Below are records; copy every line in them that holds the word "Boulevard".
[Provided records — start]
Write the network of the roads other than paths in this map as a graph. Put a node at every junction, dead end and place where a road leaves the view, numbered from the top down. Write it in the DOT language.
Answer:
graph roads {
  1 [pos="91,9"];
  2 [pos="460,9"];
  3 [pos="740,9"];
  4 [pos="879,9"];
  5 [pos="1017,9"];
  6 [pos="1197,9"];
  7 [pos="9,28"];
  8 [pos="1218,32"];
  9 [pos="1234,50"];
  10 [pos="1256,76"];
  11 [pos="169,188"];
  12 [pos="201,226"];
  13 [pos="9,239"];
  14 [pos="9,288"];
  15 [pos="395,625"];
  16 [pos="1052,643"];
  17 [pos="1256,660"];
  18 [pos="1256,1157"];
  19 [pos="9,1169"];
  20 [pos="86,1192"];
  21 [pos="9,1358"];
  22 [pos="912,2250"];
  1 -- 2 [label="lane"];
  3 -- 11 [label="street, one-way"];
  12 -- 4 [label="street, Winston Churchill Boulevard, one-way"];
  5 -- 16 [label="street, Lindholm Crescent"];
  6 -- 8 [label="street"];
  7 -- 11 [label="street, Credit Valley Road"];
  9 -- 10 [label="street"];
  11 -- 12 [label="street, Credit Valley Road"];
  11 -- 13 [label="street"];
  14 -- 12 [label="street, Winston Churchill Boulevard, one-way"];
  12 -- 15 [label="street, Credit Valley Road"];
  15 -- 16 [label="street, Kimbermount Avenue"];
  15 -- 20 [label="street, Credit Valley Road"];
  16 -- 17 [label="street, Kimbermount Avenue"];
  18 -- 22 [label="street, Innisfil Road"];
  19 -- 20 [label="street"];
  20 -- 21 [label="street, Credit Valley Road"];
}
[Provided records — finish]
**Answer to this exercise**
  12 -- 4 [label="street, Winston Churchill Boulevard, one-way"];
  14 -- 12 [label="street, Winston Churchill Boulevard, one-way"];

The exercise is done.